DG-Sensitive Pruning & a Complete Classification of DG Trees and Cycles
Hugh Geller, Desiree Martin, Henry Potts-Rubin
TL;DR
The paper investigates when minimal free resolutions of squarefree monomial ideals admit a differential graded (dg) algebra structure and proves that dg-ness is preserved under Boocher-type pruning. By combining Lyubeznik resolutions, discrete Morse theory, and the pruning framework, it provides complete classifications for when edge ideals of graphs (specifically trees and cycles) yield dg algebra resolutions, in terms of graph diameter. It constructs an explicit dg algebra resolution for diameter-4 trees via a mapping-cone approach and uses pruning to derive obstructions that rule out dg-structures for larger trees and cycles, including all cycles with at least seven vertices.

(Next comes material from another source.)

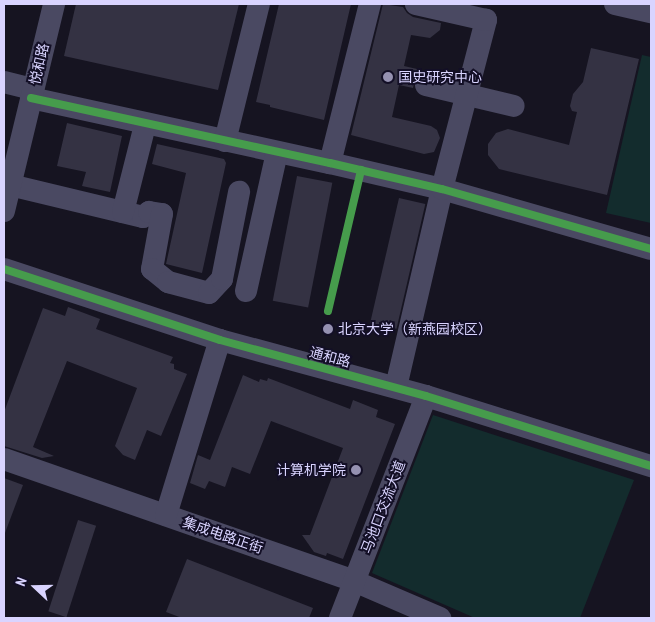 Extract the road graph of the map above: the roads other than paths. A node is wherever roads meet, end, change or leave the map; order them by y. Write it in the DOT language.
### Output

These results link combinatorial graph invariants to strong algebraic structures on resolutions, with facet-induced subcomplexes preserving dg-ness.
Abstract
Given a squarefree monomial ideal $I$ of a polynomial ring $Q$, we show that if the minimal free resolution $\mathbb{F}$ of $Q/I$ admits the structure of a differential graded (dg) algebra, then so does any "pruning" of $\mathbb{F}$. As an application, we show that if $Q/\mathcal{F}(Δ)$, the quotient of the ambient polynomial ring by the facet ideal $\mathcal{F}(Δ)$ of a simplicial complex $Δ$, is minimally resolved by a dg algebra, then so is the quotient by the facet ideal of each facet-induced subcomplex of $Δ$ (over the smaller polynomial ring). Along with techniques from discrete Morse theory and homological algebra, this allows us to give complete classifications of the trees and cycles $G$ with $Q/I_G$ minimally resolved by a dg algebra in terms of the diameter of $G$, where $I_G$ is the edge ideal of $G$.